Sokpheng, whose mother is Vietnamese, received racial abuse after missing the decisive penalty in a shootout against Myanmar that ended Cambodia’s hopes of a bronze medal.

“Being slanderous is the culture of a blind opposition group. To be clear, this group is the most deplorable and wants the country to sink. This group attacks anyone it wants to. It even accused King Father Norodom Sihanouk of colluding with the [Northern Vietnamese] Viet Cong.

“[This group] objects to Hun Sen’s government, accusing the Hun Sen government of selling land to Vietnam, of ceding land to Vietnam. That’s enough of that. It gets us nowhere.

“If it is to be like this, with one attacking the other, how can we work together? ‘When the water rises, the fish eats the ant; when the water recedes, the ant eats the fish’ . . . this is not my politics,” Hun Sen said at a graduation ceremony at the Koh Pich Convention Centre on Wednesday.

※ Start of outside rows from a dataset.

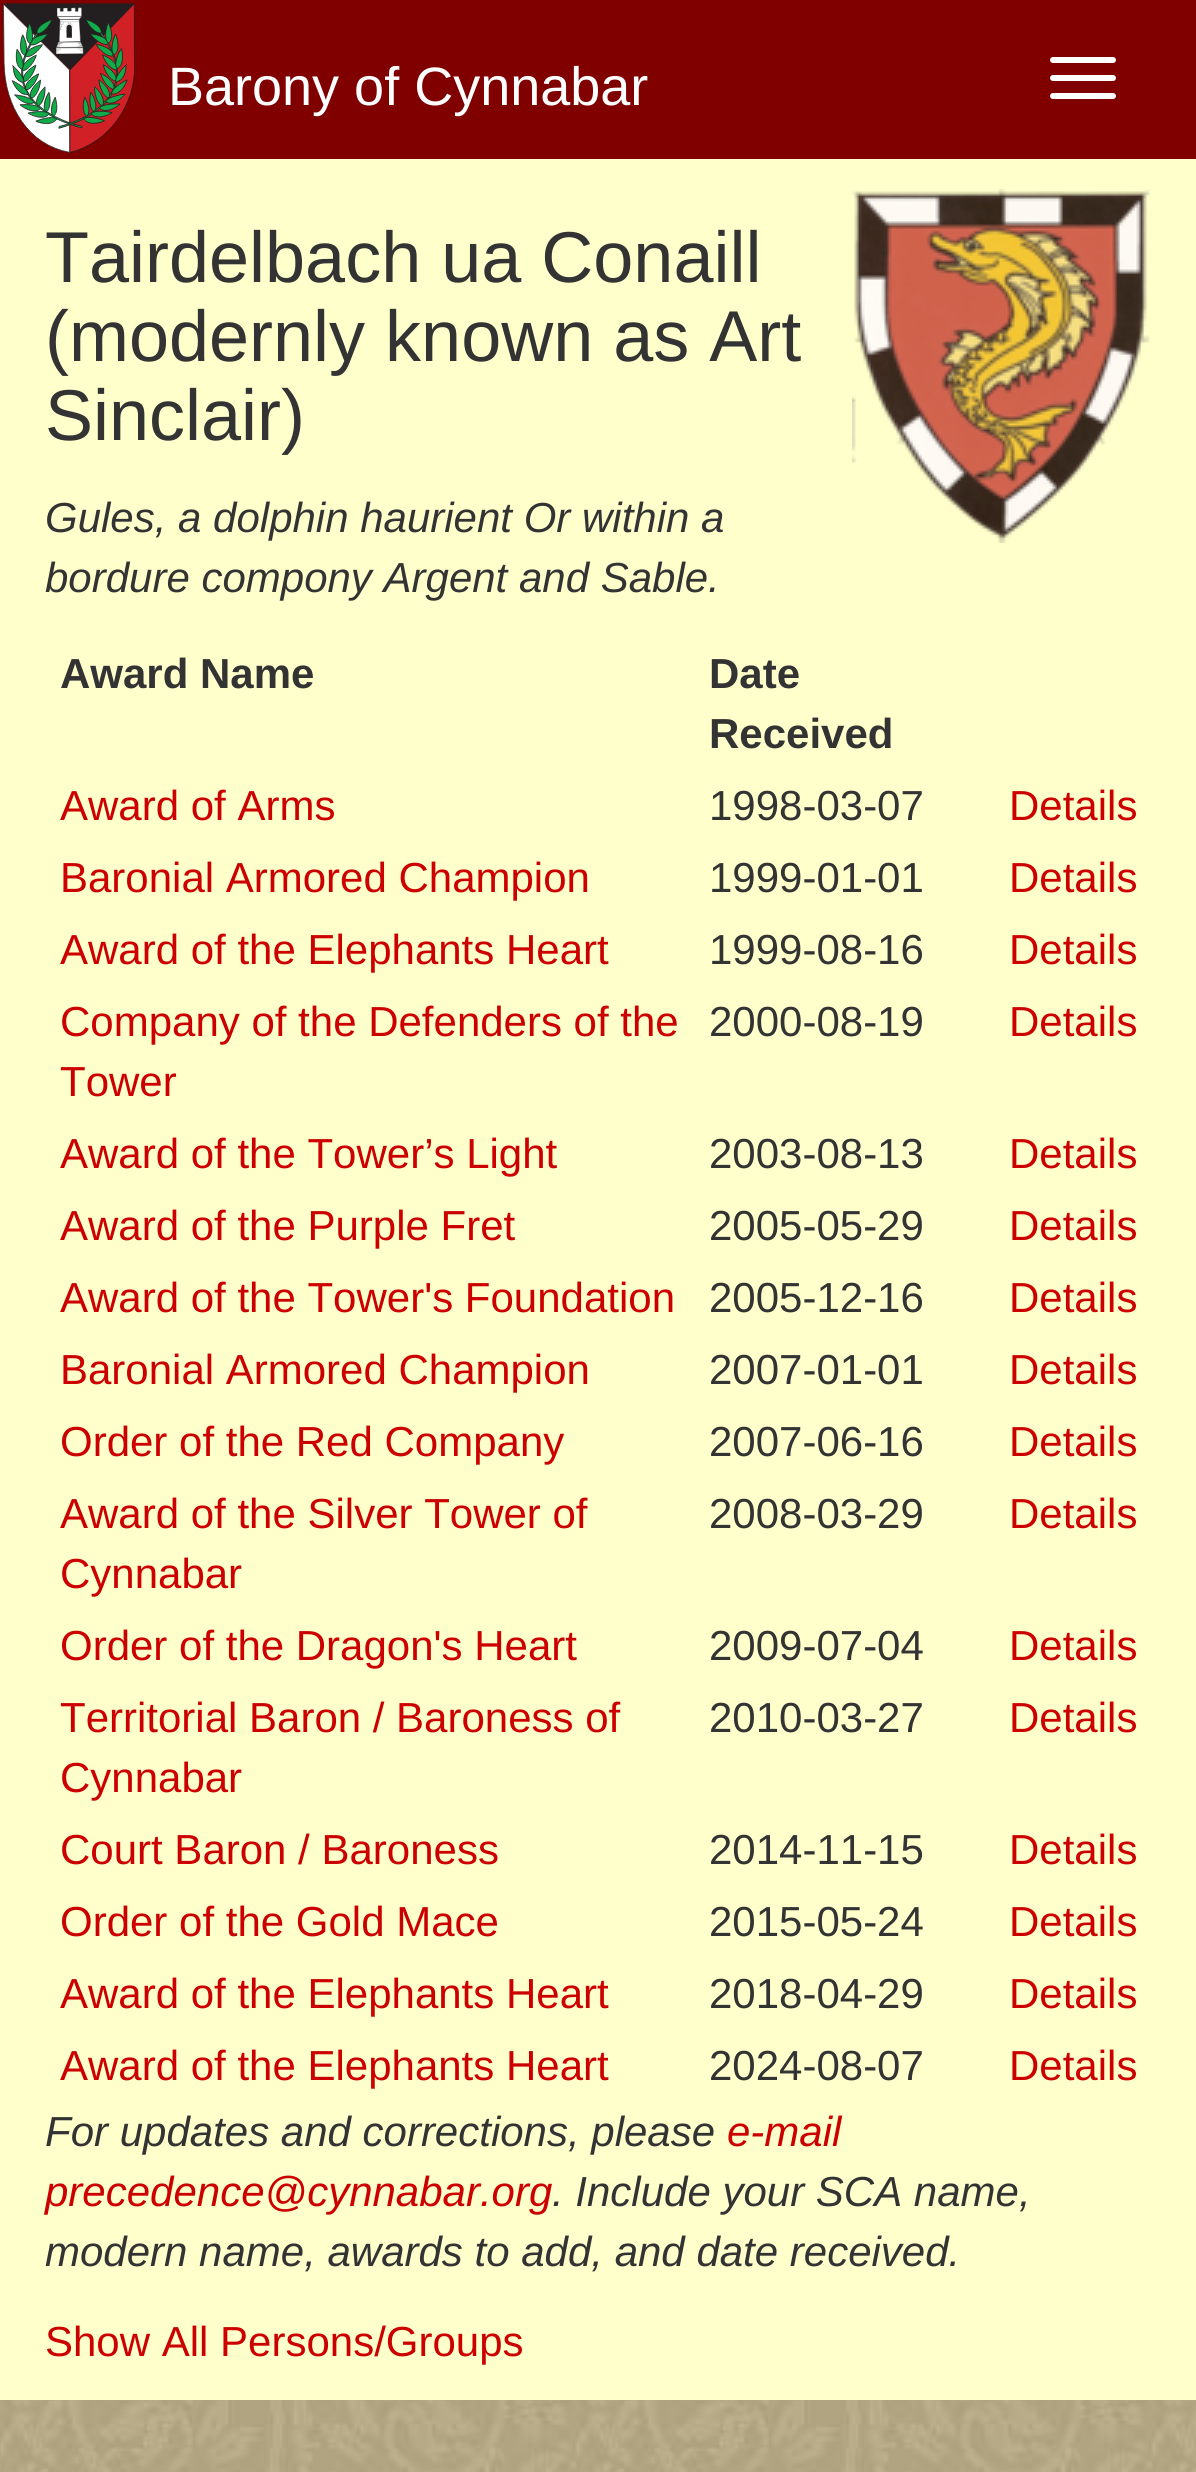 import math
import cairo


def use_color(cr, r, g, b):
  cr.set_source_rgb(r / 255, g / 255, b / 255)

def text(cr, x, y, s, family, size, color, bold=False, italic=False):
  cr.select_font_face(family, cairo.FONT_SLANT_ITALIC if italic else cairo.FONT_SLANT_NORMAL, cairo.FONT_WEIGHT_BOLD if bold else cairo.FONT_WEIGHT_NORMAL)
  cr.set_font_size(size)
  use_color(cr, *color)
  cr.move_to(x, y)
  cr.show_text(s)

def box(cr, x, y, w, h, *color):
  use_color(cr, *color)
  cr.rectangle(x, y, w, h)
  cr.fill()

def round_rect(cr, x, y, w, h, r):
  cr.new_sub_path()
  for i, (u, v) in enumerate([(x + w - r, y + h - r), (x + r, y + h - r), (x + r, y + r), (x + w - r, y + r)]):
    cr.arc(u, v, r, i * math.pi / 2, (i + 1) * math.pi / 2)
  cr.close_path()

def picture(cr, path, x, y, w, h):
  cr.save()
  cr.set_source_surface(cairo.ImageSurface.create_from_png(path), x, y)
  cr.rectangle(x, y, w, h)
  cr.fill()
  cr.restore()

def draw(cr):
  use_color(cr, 255, 255, 255)
  cr.paint()
  picture(cr, "img_01.png", 0, 2400, 1196, 72)
  box(cr, 0, 0, 1196, 159, 128, 0, 0)
  picture(cr, "img_02.png", 3, 3, 132, 150)
  use_color(cr, 255, 255, 255)
  round_rect(cr, 1050, 57, 66, 6, 3)
  cr.fill()
  round_rect(cr, 1050, 75, 66, 6, 3)
  cr.fill()
  round_rect(cr, 1050, 93, 66, 6, 3)
  cr.fill()
  box(cr, 0, 159, 1196, 2241, 255, 255, 204)
  picture(cr, "img_03.png", 852, 189, 298, 354)
  text(cr, 168, 105, "Barony of Cynnabar", "Liberation Sans", 54, (255, 255, 255))
  text(cr, 45, 282, "Tairdelbach ua Conaill", "Liberation Sans", 72, (51, 51, 51))
  text(cr, 45, 361, "(modernly known as Art", "Liberation Sans", 72, (51, 51, 51))
  text(cr, 45, 440, "Sinclair)", "Liberation Sans", 72, (51, 51, 51))
  text(cr, 45, 532, "Gules, a dolphin haurient Or within a", "Liberation Sans", 42, (51, 51, 51), italic=True)
  text(cr, 45, 592, "bordure compony Argent and Sable.", "Liberation Sans", 42, (51, 51, 51), italic=True)
  text(cr, 60, 688, "Award Name", "Liberation Sans", 42, (51, 51, 51), bold=True)
  text(cr, 709, 688, "Date", "Liberation Sans", 42, (51, 51, 51), bold=True)
  text(cr, 709, 748, "Received", "Liberation Sans", 42, (51, 51, 51), bold=True)
  text(cr, 60, 820, "Award of Arms", "Liberation Sans", 42, (204, 0, 0))
  text(cr, 709, 820, "1998-03-07", "Liberation Sans", 42, (51, 51, 51))
  text(cr, 1009, 820, "Details", "Liberation Sans", 42, (204, 0, 0))
  text(cr, 60, 892, "Baronial Armored Champion", "Liberation Sans", 42, (204, 0, 0))
  text(cr, 709, 892, "1999-01-01", "Liberation Sans", 42, (51, 51, 51))
  text(cr, 1009, 892, "Details", "Liberation Sans", 42, (204, 0, 0))
  text(cr, 60, 964, "Award of the Elephants Heart", "Liberation Sans", 42, (204, 0, 0))
  text(cr, 709, 964, "1999-08-16", "Liberation Sans", 42, (51, 51, 51))
  text(cr, 1009, 964, "Details", "Liberation Sans", 42, (204, 0, 0))
  text(cr, 60, 1036, "Company of the Defenders of the", "Liberation Sans", 42, (204, 0, 0))
  text(cr, 60, 1096, "Tower", "Liberation Sans", 42, (204, 0, 0))
  text(cr, 709, 1036, "2000-08-19", "Liberation Sans", 42, (51, 51, 51))
  text(cr, 1009, 1036, "Details", "Liberation Sans", 42, (204, 0, 0))
  text(cr, 60, 1168, "Award of the Tower’s Light", "Liberation Sans", 42, (204, 0, 0))
  text(cr, 709, 1168, "2003-08-13", "Liberation Sans", 42, (51, 51, 51))
  text(cr, 1009, 1168, "Details", "Liberation Sans", 42, (204, 0, 0))
  text(cr, 60, 1240, "Award of the Purple Fret", "Liberation Sans", 42, (204, 0, 0))
  text(cr, 709, 1240, "2005-05-29", "Liberation Sans", 42, (51, 51, 51))
  text(cr, 1009, 1240, "Details", "Liberation Sans", 42, (204, 0, 0))
  text(cr, 60, 1312, "Award of the Tower's Foundation", "Liberation Sans", 42, (204, 0, 0))
  text(cr, 709, 1312, "2005-12-16", "Liberation Sans", 42, (51, 51, 51))
  text(cr, 1009, 1312, "Details", "Liberation Sans", 42, (204, 0, 0))
  text(cr, 60, 1384, "Baronial Armored Champion", "Liberation Sans", 42, (204, 0, 0))
  text(cr, 709, 1384, "2007-01-01", "Liberation Sans", 42, (51, 51, 51))
  text(cr, 1009, 1384, "Details", "Liberation Sans", 42, (204, 0, 0))
  text(cr, 60, 1456, "Order of the Red Company", "Liberation Sans", 42, (204, 0, 0))
  text(cr, 709, 1456, "2007-06-16", "Liberation Sans", 42, (51, 51, 51))
  text(cr, 1009, 1456, "Details", "Liberation Sans", 42, (204, 0, 0))
  text(cr, 60, 1528, "Award of the Silver Tower of", "Liberation Sans", 42, (204, 0, 0))
  text(cr, 60, 1588, "Cynnabar", "Liberation Sans", 42, (204, 0, 0))
  text(cr, 709, 1528, "2008-03-29", "Liberation Sans", 42, (51, 51, 51))
  text(cr, 1009, 1528, "Details", "Liberation Sans", 42, (204, 0, 0))
  text(cr, 60, 1660, "Order of the Dragon's Heart", "Liberation Sans", 42, (204, 0, 0))
  text(cr, 709, 1660, "2009-07-04", "Liberation Sans", 42, (51, 51, 51))
  text(cr, 1009, 1660, "Details", "Liberation Sans", 42, (204, 0, 0))
  text(cr, 60, 1732, "Territorial Baron / Baroness of", "Liberation Sans", 42, (204, 0, 0))
  text(cr, 60, 1792, "Cynnabar", "Liberation Sans", 42, (204, 0, 0))
  text(cr, 709, 1732, "2010-03-27", "Liberation Sans", 42, (51, 51, 51))
  text(cr, 1009, 1732, "Details", "Liberation Sans", 42, (204, 0, 0))
  text(cr, 60, 1864, "Court Baron / Baroness", "Liberation Sans", 42, (204, 0, 0))
  text(cr, 709, 1864, "2014-11-15", "Liberation Sans", 42, (51, 51, 51))
  text(cr, 1009, 1864, "Details", "Liberation Sans", 42, (204, 0, 0))
  text(cr, 60, 1936, "Order of the Gold Mace", "Liberation Sans", 42, (204, 0, 0))
  text(cr, 709, 1936, "2015-05-24", "Liberation Sans", 42, (51, 51, 51))
  text(cr, 1009, 1936, "Details", "Liberation Sans", 42, (204, 0, 0))
  text(cr, 60, 2008, "Award of the Elephants Heart", "Liberation Sans", 42, (204, 0, 0))
  text(cr, 709, 2008, "2018-04-29", "Liberation Sans", 42, (51, 51, 51))
  text(cr, 1009, 2008, "Details", "Liberation Sans", 42, (204, 0, 0))
  text(cr, 60, 2080, "Award of the Elephants Heart", "Liberation Sans", 42, (204, 0, 0))
  text(cr, 709, 2080, "2024-08-07", "Liberation Sans", 42, (51, 51, 51))
  text(cr, 1009, 2080, "Details", "Liberation Sans", 42, (204, 0, 0))
  text(cr, 45, 2146, "For updates and corrections, please", "Liberation Sans", 42, (51, 51, 51), italic=True)
  text(cr, 727, 2146, "e-mail", "Liberation Sans", 42, (204, 0, 0), italic=True)
  text(cr, 45, 2206, "precedence@cynnabar.org", "Liberation Sans", 42, (204, 0, 0), italic=True)
  text(cr, 552, 2206, ". Include your SCA name,", "Liberation Sans", 42, (51, 51, 51), italic=True)
  text(cr, 45, 2266, "modern name, awards to add, and date received.", "Liberation Sans", 42, (51, 51, 51), italic=True)
  text(cr, 45, 2356, "Show All Persons/Groups", "Liberation Sans", 42, (204, 0, 0))


surface = cairo.ImageSurface(cairo.FORMAT_RGB24, 1196, 2472)
cr = cairo.Context(surface)
options = cairo.FontOptions()
options.set_hint_metrics(cairo.HINT_METRICS_OFF)
options.set_hint_style(cairo.HINT_STYLE_NONE)
cr.set_font_options(options)
cr.set_miter_limit(4)
draw(cr)
surface.write_to_png("out.png")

The prime minister said such politics dated from 2003 when an unnamed politician – likely Sam Rainsy, the “acting president” of the Supreme Court-dissolved Cambodia National Rescue party – said “Where there is [Rain]​ Sy, there is no [Hun] Sen; where there is Sen, there is no Sy”, meaning the two could not work together.

The prime minister said he did condone such divisive tactics.

Hun Sen said he had informed ambassadors and international officials of such politics, but they had failed to condemn the inciteful language of the opposition group.

Only Rhona Smith, the UN Special Rapporteur on the situation of human rights in Cambodia, had come forward to warn against such behaviour.

He said diplomats from certain countries had instead blamed the government for arresting members of the group without taking into account what they had done and what their “rebellious” leader had called for.

“Even with events on the sports field, [the opposition group] uses tactics to divide the nation, and then claims not to consider any Cambodian as an enemy. But in reality, they hold a grudge against us,” Hun Sen said.

He said because of their politics of slander, the opposition group had never won an election and would continue to lose.

Sok Touch, the president of the Royal Academy of Cambodia, said focusing on race was wrong because the majority of Cambodian people were of mixed heritage and not pure Khmer.